Proteins in direct contact with translationally active and repressed duck globin mRNA were determined by irradiating blood or lysates with ultraviolet light. Cross-linked proteins from polyribosomes and free mRNP particles were 14C-labeled by reductive methylation and identified on SDS-polyacrylamide gels upon autoradiography. Results indicate that ten cross-linked proteins are common to both polysomal and free mRNP, however, a 44 kDa protein appears to be specific for repressed mRNP particles. Furthermore, the notable lack of cross-linked proteins in the 20-30 kDa range in free mRNP supports the view that the characteristic low molecular mass 'prosomal' proteins, previously found associated with translationally repressed duck globin free mRNP [(1984) EMBO J. 3, 29-34], do not interact directly with the mRNA molecule.
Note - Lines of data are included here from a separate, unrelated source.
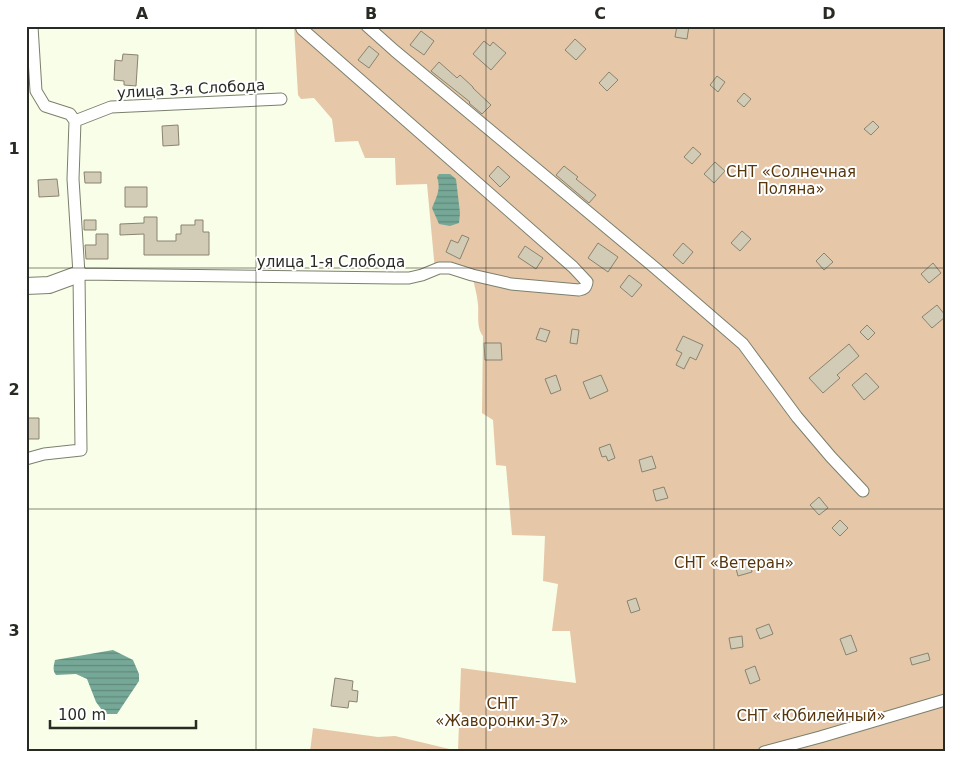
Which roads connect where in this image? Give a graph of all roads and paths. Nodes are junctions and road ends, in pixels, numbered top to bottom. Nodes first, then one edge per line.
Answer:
1 (32, 26) edge
2 (301, 26) edge
3 (367, 26) edge
4 (281, 99) dead end
5 (75, 121) junction
6 (79, 274) junction
7 (26, 286) edge
8 (26, 458) edge
9 (863, 491) dead end
10 (945, 700) edge
11 (764, 752) edge

1 - 5 street
2 - 6 street, улица 1-я Слобода
3 - 9 street
4 - 5 street, улица 3-я Слобода
5 - 6 street
6 - 7 street
6 - 8 street
10 - 11 street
通过用紫外线照射血液或裂解物,确定与具有翻译活性和受抑制的鸭珠蛋白mRNA直接接触的蛋白质。来自多核糖体和游离mRNP颗粒的交联蛋白通过还原甲基化进行14C标记,并在放射自显影后在SDS-聚丙烯酰胺凝胶上进行鉴定。结果表明,十种交联蛋白在多核糖体和游离mRNP中都很常见,然而,一种44 kDa的蛋白似乎是受抑制的mRNP颗粒所特有的。此外,游离mRNP中明显缺乏20-30 kDa范围内的交联蛋白,这支持了以下观点:先前发现与翻译受抑制的鸭珠蛋白游离mRNP相关的特征性低分子量“前体小体”蛋白[(1984) EMBO J. 3, 29-34]并不直接与mRNA分子相互作用。